→ Problem to solve
Repeat the whole listing below with nothing added or dropped.

***** Data to process

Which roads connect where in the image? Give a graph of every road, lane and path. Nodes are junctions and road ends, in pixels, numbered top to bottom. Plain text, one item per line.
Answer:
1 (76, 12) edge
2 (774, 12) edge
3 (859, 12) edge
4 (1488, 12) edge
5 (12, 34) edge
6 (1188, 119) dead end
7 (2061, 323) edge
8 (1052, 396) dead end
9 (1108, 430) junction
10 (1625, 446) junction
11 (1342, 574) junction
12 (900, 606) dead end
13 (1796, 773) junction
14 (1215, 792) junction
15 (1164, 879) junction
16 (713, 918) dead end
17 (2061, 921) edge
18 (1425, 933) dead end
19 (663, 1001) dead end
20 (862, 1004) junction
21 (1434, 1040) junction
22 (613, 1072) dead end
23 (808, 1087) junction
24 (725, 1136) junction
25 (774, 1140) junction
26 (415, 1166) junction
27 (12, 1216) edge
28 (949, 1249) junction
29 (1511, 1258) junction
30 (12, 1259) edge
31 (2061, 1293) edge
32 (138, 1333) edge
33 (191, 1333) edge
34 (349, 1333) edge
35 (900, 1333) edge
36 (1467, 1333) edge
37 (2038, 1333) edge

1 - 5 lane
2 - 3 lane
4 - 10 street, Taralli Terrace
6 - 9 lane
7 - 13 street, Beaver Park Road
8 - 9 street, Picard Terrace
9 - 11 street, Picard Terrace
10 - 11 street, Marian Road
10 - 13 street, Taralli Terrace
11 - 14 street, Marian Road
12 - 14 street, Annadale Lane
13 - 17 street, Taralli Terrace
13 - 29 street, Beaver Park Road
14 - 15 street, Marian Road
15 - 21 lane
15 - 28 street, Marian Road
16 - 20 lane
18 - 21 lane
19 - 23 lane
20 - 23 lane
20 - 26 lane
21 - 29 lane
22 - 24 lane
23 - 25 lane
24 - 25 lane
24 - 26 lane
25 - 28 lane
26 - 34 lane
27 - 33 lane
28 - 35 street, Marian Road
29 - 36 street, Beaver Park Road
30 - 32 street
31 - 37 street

**********

→ Reply
Which roads connect where in the image? Give a graph of every road, lane and path. Nodes are junctions and road ends, in pixels, numbered top to bottom. Plain text, one item per line.
Answer:
1 (76, 12) edge
2 (774, 12) edge
3 (859, 12) edge
4 (1488, 12) edge
5 (12, 34) edge
6 (1188, 119) dead end
7 (2061, 323) edge
8 (1052, 396) dead end
9 (1108, 430) junction
10 (1625, 446) junction
11 (1342, 574) junction
12 (900, 606) dead end
13 (1796, 773) junction
14 (1215, 792) junction
15 (1164, 879) junction
16 (713, 918) dead end
17 (2061, 921) edge
18 (1425, 933) dead end
19 (663, 1001) dead end
20 (862, 1004) junction
21 (1434, 1040) junction
22 (613, 1072) dead end
23 (808, 1087) junction
24 (725, 1136) junction
25 (774, 1140) junction
26 (415, 1166) junction
27 (12, 1216) edge
28 (949, 1249) junction
29 (1511, 1258) junction
30 (12, 1259) edge
31 (2061, 1293) edge
32 (138, 1333) edge
33 (191, 1333) edge
34 (349, 1333) edge
35 (900, 1333) edge
36 (1467, 1333) edge
37 (2038, 1333) edge

1 - 5 lane
2 - 3 lane
4 - 10 street, Taralli Terrace
6 - 9 lane
7 - 13 street, Beaver Park Road
8 - 9 street, Picard Terrace
9 - 11 street, Picard Terrace
10 - 11 street, Marian Road
10 - 13 street, Taralli Terrace
11 - 14 street, Marian Road
12 - 14 street, Annadale Lane
13 - 17 street, Taralli Terrace
13 - 29 street, Beaver Park Road
14 - 15 street, Marian Road
15 - 21 lane
15 - 28 street, Marian Road
16 - 20 lane
18 - 21 lane
19 - 23 lane
20 - 23 lane
20 - 26 lane
21 - 29 lane
22 - 24 lane
23 - 25 lane
24 - 25 lane
24 - 26 lane
25 - 28 lane
26 - 34 lane
27 - 33 lane
28 - 35 street, Marian Road
29 - 36 street, Beaver Park Road
30 - 32 street
31 - 37 street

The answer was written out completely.